O filme mais polêmico de todos os tempos completa 100 anos neste mês. Especialistas e críticos apontam o lançamento de O Nascimento de uma Nação, dirigido por D.W. Griffith, em março de 1915 nos Estados Unidos, como o início do domínio de Hollywood sobre o cinema mundial, a pedra fundamental do cinema norte-americano e, ao mesmo tempo, o início da maior controvérsia em toda a história da sétima arte.

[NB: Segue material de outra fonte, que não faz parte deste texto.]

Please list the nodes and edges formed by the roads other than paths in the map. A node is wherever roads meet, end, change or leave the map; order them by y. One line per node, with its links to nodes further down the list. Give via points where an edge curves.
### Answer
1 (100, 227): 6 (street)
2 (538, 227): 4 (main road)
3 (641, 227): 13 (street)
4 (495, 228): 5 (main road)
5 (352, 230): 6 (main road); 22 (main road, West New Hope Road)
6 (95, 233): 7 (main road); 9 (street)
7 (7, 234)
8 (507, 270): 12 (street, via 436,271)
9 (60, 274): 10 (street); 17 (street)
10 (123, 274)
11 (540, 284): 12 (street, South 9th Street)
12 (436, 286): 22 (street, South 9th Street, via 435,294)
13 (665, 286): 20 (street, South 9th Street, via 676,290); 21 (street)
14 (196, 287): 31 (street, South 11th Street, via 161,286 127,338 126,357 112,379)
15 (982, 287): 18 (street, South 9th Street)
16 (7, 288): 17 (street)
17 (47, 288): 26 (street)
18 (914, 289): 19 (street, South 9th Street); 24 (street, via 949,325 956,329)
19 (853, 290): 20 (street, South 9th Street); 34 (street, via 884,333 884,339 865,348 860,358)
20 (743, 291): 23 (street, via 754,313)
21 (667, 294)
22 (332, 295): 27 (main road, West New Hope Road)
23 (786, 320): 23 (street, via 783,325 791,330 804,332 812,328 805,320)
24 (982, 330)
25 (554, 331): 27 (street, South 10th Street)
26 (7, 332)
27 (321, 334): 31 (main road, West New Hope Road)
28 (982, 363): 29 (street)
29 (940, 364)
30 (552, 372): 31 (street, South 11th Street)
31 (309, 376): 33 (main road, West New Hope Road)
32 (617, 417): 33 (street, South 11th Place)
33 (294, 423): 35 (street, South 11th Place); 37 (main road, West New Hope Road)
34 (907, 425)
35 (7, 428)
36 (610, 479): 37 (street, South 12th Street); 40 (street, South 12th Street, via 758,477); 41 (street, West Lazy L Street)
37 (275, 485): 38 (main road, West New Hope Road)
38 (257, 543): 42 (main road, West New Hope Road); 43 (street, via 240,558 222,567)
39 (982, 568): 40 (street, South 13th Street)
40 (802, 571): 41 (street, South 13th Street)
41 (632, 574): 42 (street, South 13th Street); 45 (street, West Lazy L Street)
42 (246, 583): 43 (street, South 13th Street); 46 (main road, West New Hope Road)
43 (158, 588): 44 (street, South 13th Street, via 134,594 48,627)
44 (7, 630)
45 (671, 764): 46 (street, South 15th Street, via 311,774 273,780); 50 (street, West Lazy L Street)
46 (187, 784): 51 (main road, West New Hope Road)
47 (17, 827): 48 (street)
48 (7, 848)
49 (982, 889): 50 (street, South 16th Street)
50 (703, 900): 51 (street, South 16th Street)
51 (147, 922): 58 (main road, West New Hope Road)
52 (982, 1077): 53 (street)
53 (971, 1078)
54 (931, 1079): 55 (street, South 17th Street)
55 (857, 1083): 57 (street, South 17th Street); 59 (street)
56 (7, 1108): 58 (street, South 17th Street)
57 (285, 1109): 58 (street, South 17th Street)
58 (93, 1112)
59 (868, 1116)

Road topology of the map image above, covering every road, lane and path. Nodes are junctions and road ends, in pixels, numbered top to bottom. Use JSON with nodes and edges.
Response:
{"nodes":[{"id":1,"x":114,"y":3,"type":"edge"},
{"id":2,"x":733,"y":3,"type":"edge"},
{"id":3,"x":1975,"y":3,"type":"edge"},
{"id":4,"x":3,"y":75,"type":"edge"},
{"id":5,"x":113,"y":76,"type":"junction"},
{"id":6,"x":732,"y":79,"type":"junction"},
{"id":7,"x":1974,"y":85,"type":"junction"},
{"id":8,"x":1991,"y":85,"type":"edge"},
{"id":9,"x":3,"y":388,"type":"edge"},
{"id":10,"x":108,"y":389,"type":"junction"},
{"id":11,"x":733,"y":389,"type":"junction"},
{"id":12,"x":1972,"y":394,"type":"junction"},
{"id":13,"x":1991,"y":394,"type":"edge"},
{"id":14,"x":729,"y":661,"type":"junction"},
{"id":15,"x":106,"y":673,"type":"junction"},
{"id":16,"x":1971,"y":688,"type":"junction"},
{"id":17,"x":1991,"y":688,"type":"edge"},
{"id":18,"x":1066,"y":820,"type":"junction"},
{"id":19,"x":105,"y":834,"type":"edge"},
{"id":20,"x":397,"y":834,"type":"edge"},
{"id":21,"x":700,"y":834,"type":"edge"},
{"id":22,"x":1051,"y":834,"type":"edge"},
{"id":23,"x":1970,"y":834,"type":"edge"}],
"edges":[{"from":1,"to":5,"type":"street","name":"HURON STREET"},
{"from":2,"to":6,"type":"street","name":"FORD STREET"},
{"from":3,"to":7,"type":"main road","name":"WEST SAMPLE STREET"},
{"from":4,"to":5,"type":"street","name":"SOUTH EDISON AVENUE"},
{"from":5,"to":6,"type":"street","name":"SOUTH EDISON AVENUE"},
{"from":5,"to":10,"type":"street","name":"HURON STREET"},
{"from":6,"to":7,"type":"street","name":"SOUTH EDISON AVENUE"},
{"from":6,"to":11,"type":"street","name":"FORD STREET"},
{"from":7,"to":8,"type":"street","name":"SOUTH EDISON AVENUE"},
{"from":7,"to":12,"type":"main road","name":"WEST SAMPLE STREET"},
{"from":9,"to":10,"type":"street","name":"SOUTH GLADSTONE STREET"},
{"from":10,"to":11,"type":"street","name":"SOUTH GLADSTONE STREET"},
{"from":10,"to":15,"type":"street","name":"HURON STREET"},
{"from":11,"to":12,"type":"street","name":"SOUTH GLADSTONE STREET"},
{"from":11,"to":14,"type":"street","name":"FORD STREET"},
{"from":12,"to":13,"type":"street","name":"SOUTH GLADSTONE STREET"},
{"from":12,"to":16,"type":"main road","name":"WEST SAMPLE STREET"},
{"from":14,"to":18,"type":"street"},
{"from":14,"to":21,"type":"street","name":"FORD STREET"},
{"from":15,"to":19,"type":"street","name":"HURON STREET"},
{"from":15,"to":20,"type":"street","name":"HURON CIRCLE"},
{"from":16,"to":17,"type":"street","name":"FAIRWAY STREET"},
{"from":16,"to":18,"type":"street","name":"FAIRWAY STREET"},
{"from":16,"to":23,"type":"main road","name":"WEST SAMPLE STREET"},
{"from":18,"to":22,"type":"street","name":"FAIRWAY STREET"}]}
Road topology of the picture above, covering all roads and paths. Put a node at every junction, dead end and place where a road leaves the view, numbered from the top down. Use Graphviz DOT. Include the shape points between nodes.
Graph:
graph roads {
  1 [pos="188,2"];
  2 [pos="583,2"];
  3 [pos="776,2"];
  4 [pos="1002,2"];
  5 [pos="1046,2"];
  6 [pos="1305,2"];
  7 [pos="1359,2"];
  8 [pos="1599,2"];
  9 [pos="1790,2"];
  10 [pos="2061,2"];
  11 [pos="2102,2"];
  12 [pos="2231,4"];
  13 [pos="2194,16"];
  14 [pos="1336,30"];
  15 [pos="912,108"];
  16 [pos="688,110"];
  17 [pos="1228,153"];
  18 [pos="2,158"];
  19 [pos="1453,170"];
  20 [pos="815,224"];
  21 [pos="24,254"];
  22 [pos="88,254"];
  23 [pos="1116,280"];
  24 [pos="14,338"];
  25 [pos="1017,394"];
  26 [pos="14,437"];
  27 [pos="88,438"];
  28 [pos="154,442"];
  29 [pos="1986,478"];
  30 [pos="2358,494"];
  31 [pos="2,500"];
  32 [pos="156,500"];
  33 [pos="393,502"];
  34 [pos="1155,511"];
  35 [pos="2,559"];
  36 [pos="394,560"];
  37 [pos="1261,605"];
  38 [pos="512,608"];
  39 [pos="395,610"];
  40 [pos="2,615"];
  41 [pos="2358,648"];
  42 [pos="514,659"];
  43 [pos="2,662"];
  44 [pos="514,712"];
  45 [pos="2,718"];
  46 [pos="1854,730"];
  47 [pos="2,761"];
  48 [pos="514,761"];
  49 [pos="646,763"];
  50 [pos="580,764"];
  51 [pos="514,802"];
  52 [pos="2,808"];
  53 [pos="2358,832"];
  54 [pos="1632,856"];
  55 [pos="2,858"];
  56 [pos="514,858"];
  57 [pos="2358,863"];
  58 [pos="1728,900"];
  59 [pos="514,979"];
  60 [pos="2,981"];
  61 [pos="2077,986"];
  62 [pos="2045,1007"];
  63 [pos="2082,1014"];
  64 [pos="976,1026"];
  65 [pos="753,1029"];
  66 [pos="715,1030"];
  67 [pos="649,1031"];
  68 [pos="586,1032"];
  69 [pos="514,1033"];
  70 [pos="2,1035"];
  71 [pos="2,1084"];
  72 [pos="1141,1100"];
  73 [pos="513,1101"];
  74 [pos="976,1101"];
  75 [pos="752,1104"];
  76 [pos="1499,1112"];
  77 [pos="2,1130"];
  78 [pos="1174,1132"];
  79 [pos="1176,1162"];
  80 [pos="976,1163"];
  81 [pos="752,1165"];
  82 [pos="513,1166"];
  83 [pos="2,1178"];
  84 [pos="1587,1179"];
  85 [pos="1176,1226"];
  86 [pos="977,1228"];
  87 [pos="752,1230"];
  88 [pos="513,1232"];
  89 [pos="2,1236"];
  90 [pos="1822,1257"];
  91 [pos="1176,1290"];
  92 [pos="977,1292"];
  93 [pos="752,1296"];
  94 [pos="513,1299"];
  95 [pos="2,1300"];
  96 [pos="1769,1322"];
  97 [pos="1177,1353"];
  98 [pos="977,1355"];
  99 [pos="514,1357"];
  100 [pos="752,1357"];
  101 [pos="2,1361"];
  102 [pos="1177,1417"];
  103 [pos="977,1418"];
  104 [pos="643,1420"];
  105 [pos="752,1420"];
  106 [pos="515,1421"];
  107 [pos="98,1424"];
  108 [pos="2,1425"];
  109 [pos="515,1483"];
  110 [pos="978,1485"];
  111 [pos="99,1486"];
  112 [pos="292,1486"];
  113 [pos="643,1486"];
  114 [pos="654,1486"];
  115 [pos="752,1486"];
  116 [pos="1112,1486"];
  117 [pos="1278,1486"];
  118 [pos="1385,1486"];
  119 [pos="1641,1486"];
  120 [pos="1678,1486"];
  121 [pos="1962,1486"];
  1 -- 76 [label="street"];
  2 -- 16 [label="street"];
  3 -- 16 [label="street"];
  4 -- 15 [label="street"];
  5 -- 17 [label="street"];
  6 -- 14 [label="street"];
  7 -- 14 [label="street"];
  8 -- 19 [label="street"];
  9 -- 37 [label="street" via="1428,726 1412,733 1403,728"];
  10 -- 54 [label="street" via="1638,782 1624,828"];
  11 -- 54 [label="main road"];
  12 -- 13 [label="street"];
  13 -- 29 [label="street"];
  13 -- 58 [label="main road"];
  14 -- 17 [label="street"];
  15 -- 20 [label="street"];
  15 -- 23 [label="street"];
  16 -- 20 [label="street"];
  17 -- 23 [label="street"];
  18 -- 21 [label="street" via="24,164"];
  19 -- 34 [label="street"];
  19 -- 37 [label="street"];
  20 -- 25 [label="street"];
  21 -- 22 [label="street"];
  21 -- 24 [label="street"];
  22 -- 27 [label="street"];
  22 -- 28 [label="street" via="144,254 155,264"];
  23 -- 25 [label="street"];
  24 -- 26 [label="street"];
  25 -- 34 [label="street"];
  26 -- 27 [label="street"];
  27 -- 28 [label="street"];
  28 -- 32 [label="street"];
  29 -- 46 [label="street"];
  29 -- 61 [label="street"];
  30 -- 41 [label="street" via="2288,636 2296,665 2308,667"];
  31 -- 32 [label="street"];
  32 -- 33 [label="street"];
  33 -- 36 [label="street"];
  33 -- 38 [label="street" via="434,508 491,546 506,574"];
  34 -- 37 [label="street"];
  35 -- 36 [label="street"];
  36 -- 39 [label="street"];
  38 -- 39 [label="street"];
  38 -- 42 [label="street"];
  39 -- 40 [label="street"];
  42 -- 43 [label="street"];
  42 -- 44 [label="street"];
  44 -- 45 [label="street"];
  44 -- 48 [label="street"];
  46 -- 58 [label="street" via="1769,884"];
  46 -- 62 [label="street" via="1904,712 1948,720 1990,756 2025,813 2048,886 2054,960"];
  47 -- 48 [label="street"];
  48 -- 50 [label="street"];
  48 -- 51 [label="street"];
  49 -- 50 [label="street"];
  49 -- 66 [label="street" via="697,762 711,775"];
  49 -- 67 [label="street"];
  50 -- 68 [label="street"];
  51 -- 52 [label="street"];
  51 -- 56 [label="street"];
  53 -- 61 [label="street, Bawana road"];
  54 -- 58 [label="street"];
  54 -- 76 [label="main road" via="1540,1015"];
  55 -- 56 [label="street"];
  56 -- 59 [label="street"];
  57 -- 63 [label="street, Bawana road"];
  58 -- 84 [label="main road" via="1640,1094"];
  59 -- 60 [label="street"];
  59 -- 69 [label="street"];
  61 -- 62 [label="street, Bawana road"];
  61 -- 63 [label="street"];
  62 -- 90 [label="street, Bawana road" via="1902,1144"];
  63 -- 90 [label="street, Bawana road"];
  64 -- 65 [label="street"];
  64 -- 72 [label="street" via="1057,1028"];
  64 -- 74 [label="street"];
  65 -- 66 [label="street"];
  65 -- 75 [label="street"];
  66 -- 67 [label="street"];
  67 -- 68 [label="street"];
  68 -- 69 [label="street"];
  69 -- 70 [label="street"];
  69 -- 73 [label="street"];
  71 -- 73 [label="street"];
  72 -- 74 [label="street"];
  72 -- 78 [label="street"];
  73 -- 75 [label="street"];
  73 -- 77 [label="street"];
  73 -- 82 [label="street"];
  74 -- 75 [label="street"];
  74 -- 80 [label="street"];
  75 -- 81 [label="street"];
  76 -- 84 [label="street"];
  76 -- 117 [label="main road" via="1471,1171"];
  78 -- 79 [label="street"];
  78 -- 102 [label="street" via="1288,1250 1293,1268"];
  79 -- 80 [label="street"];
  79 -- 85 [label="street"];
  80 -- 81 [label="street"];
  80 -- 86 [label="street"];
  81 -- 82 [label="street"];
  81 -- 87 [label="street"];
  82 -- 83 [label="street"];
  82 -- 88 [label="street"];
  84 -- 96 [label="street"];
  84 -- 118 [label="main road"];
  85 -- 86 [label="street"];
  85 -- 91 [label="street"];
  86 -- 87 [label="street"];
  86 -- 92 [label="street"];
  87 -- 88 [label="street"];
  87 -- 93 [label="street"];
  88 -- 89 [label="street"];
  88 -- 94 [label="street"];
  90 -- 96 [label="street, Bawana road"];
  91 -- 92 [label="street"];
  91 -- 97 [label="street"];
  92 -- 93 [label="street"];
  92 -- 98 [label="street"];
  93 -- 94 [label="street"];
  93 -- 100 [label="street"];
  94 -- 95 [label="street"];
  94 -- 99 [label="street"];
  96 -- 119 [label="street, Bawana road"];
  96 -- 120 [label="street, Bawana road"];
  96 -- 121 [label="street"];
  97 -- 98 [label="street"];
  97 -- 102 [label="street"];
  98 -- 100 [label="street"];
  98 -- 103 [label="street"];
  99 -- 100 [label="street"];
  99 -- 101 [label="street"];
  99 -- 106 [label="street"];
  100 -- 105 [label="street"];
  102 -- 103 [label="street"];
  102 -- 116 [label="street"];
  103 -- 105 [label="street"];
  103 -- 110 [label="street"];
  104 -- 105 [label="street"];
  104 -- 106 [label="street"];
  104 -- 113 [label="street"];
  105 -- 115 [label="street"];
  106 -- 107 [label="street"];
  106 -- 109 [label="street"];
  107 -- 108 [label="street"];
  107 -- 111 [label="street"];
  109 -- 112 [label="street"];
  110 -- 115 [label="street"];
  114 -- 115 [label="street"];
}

Tido como o “pai do cinema” por mestres da arte tão diversos como Charles Chaplin, Orson Welles, Sergei Eisenstein e Glauber Rocha, Griffith filmou em O Nascimento de uma Nação a guerra civil americana (1860-1865) e contou uma história de amor, como um Romeu e Julieta, onde o casal é separado pelo Norte e pelo Sul. No meio disso tudo, a maior polêmica: o racismo contra negros. Nascido em 1875 e membro da aristocracia decadente do Sul derrotado na guerra, Griffith usou a parte final do filme para uma apologia infeliz à Ku Klux Klan.

“É muito difícil dissociar a importância que o filme tem para o cinema mundial e para Hollywood por seus avanços técnicos e de linguagem, da questão do racismo. Os americanos até hoje convivem com questões sociais muito complexas”, afirmou ao Estado o especialista da Universidade de Londres, Melvyn Stokes.

Para o professor Ismail Xavier, doutor em cinema pela USP e pós-doutor pela New York University, a combinação entre um grande filme e uma peça racista fez de O Nascimento de uma Nação um enorme sucesso de público, mas que também despertou grande polêmica. “Foi o primeiro filme a mostrar a importância do cinema para um debate de temas de grande impacto em nível nacional”, disse. Xavier, que em 1984 escreveu o livro D.W.Griffith: O nascimento de um cinema, afirmou ao Estado que o filme foi fundamental na transferência da hegemonia do cinema, até então na Itália e na França, para os Estados Unidos, em meio à Primeira Guerra Mundial (1914-1918).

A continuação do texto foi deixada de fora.